• Task requirements: Set down every record below exactly as it stands, leaving out the pictures.

┄┄┄┄┄┄┄┄┄┄┄┄┄┄┄┄┄┄┄┄

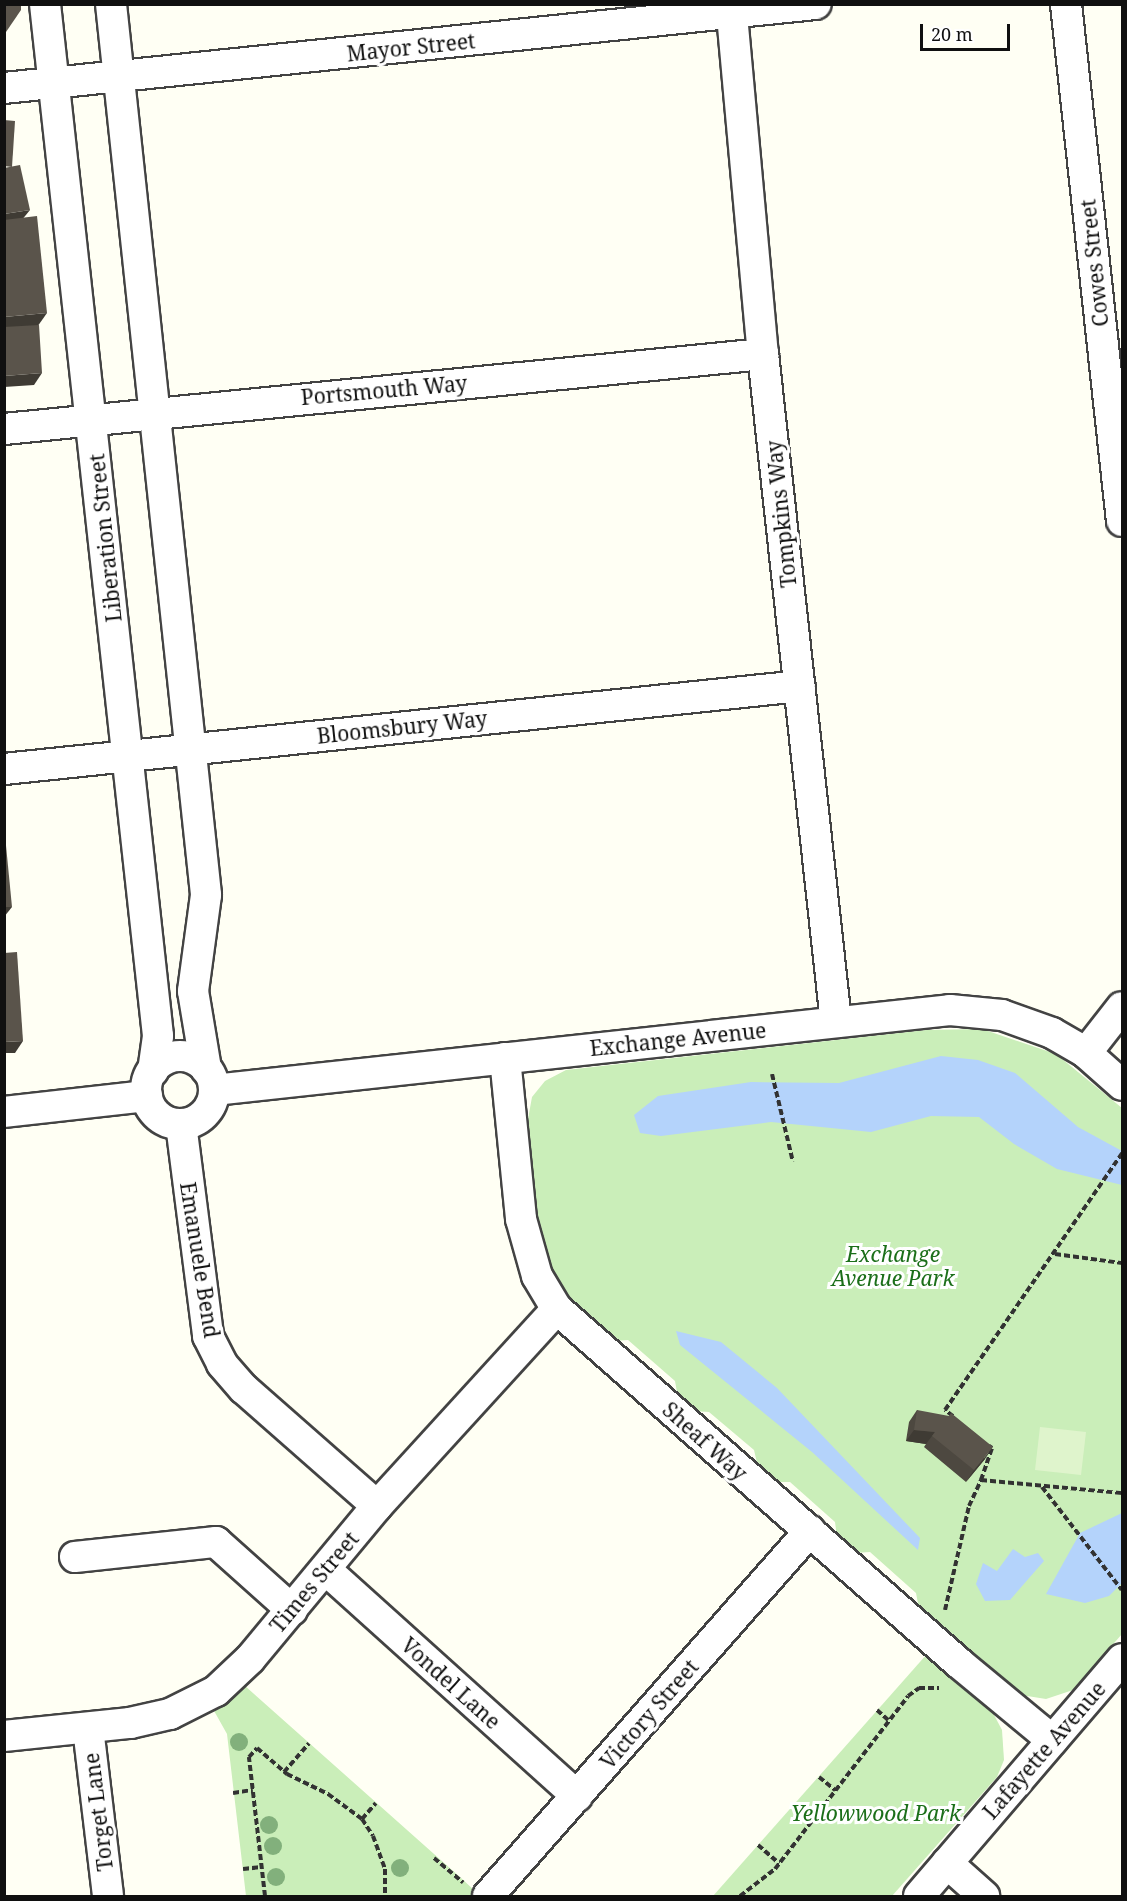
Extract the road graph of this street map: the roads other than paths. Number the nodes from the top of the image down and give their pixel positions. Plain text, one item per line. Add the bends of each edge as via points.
1 (45, 4) edge
2 (111, 4) edge
3 (816, 4) edge
4 (1066, 4) edge
5 (732, 9) edge
6 (118, 76) junction
7 (53, 84) junction
8 (4, 88) edge
9 (763, 354) junction
10 (154, 415) junction
11 (93, 421) junction
12 (4, 429) edge
13 (1122, 521) edge
14 (800, 686) junction
15 (192, 748) junction
16 (128, 756) junction
17 (4, 770) edge
18 (1122, 1007) edge
19 (836, 1022) junction
20 (1086, 1053) junction
21 (505, 1058) junction
22 (210, 1079) junction
23 (150, 1083) junction
24 (1122, 1085) edge
25 (4, 1112) edge
26 (181, 1124) junction
27 (557, 1309) junction
28 (377, 1506) junction
29 (810, 1531) junction
30 (75, 1557) dead end
31 (326, 1570) junction
32 (292, 1610) junction
33 (1122, 1659) edge
34 (88, 1728) junction
35 (4, 1736) edge
36 (1052, 1740) junction
37 (577, 1796) junction
38 (947, 1863) junction
39 (475, 1890) edge
40 (108, 1896) edge
41 (919, 1896) edge
42 (984, 1896) edge

1 - 7 street, Liberation Street
2 - 6 street
3 - 5 street, Mayor Street
4 - 13 street, Cowes Street
5 - 6 street, Mayor Street
5 - 9 street, Tompkins Way
6 - 7 street, Mayor Street
6 - 10 street
7 - 8 street, Mayor Street
7 - 11 street, Liberation Street
9 - 10 street, Portsmouth Way
9 - 14 street, Tompkins Way
10 - 11 street, Portsmouth Way
10 - 15 street
11 - 12 street, Portsmouth Way
11 - 16 street, Liberation Street
14 - 15 street, Bloomsbury Way
14 - 19 street, Tompkins Way
15 - 16 street, Bloomsbury Way
15 - 22 street via 206,895 193,991
16 - 17 street, Bloomsbury Way
16 - 23 street, Liberation Street via 158,1036
18 - 20 street
19 - 20 street, Exchange Avenue via 950,1010 981,1012 1026,1022
19 - 21 street, Exchange Avenue
20 - 24 street, Exchange Avenue
21 - 22 street, Exchange Avenue
21 - 27 street, Sheaf Way via 521,1219 537,1276
22 - 23 street via 190,1058 176,1057
22 - 26 street via 205,1114
23 - 25 street
23 - 26 street via 157,1115
26 - 28 street, Emanuele Bend via 208,1336 222,1365
27 - 28 street, Times Street
27 - 29 street, Sheaf Way
28 - 31 street, Times Street
29 - 36 street, Sheaf Way
29 - 37 street, Victory Street
30 - 32 street via 216,1542
31 - 32 street, Times Street
31 - 37 street, Vondel Lane
32 - 34 street, Times Street via 250,1659 204,1700 170,1714
33 - 36 street, Lafayette Avenue
34 - 35 street, Times Street
34 - 40 street, Torget Lane
36 - 38 street, Lafayette Avenue
37 - 39 street, Victory Street
38 - 41 street, Lafayette Avenue
38 - 42 street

┄┄┄┄┄┄┄┄┄┄┄┄┄┄┄┄┄┄┄┄

• Result for this task:
Extract the road graph of this street map: the roads other than paths. Number the nodes from the top of the image down and give their pixel positions. Plain text, one item per line. Add the bends of each edge as via points.
1 (45, 4) edge
2 (111, 4) edge
3 (816, 4) edge
4 (1066, 4) edge
5 (732, 9) edge
6 (118, 76) junction
7 (53, 84) junction
8 (4, 88) edge
9 (763, 354) junction
10 (154, 415) junction
11 (93, 421) junction
12 (4, 429) edge
13 (1122, 521) edge
14 (800, 686) junction
15 (192, 748) junction
16 (128, 756) junction
17 (4, 770) edge
18 (1122, 1007) edge
19 (836, 1022) junction
20 (1086, 1053) junction
21 (505, 1058) junction
22 (210, 1079) junction
23 (150, 1083) junction
24 (1122, 1085) edge
25 (4, 1112) edge
26 (181, 1124) junction
27 (557, 1309) junction
28 (377, 1506) junction
29 (810, 1531) junction
30 (75, 1557) dead end
31 (326, 1570) junction
32 (292, 1610) junction
33 (1122, 1659) edge
34 (88, 1728) junction
35 (4, 1736) edge
36 (1052, 1740) junction
37 (577, 1796) junction
38 (947, 1863) junction
39 (475, 1890) edge
40 (108, 1896) edge
41 (919, 1896) edge
42 (984, 1896) edge

1 - 7 street, Liberation Street
2 - 6 street
3 - 5 street, Mayor Street
4 - 13 street, Cowes Street
5 - 6 street, Mayor Street
5 - 9 street, Tompkins Way
6 - 7 street, Mayor Street
6 - 10 street
7 - 8 street, Mayor Street
7 - 11 street, Liberation Street
9 - 10 street, Portsmouth Way
9 - 14 street, Tompkins Way
10 - 11 street, Portsmouth Way
10 - 15 street
11 - 12 street, Portsmouth Way
11 - 16 street, Liberation Street
14 - 15 street, Bloomsbury Way
14 - 19 street, Tompkins Way
15 - 16 street, Bloomsbury Way
15 - 22 street via 206,895 193,991
16 - 17 street, Bloomsbury Way
16 - 23 street, Liberation Street via 158,1036
18 - 20 street
19 - 20 street, Exchange Avenue via 950,1010 981,1012 1026,1022
19 - 21 street, Exchange Avenue
20 - 24 street, Exchange Avenue
21 - 22 street, Exchange Avenue
21 - 27 street, Sheaf Way via 521,1219 537,1276
22 - 23 street via 190,1058 176,1057
22 - 26 street via 205,1114
23 - 25 street
23 - 26 street via 157,1115
26 - 28 street, Emanuele Bend via 208,1336 222,1365
27 - 28 street, Times Street
27 - 29 street, Sheaf Way
28 - 31 street, Times Street
29 - 36 street, Sheaf Way
29 - 37 street, Victory Street
30 - 32 street via 216,1542
31 - 32 street, Times Street
31 - 37 street, Vondel Lane
32 - 34 street, Times Street via 250,1659 204,1700 170,1714
33 - 36 street, Lafayette Avenue
34 - 35 street, Times Street
34 - 40 street, Torget Lane
36 - 38 street, Lafayette Avenue
37 - 39 street, Victory Street
38 - 41 street, Lafayette Avenue
38 - 42 street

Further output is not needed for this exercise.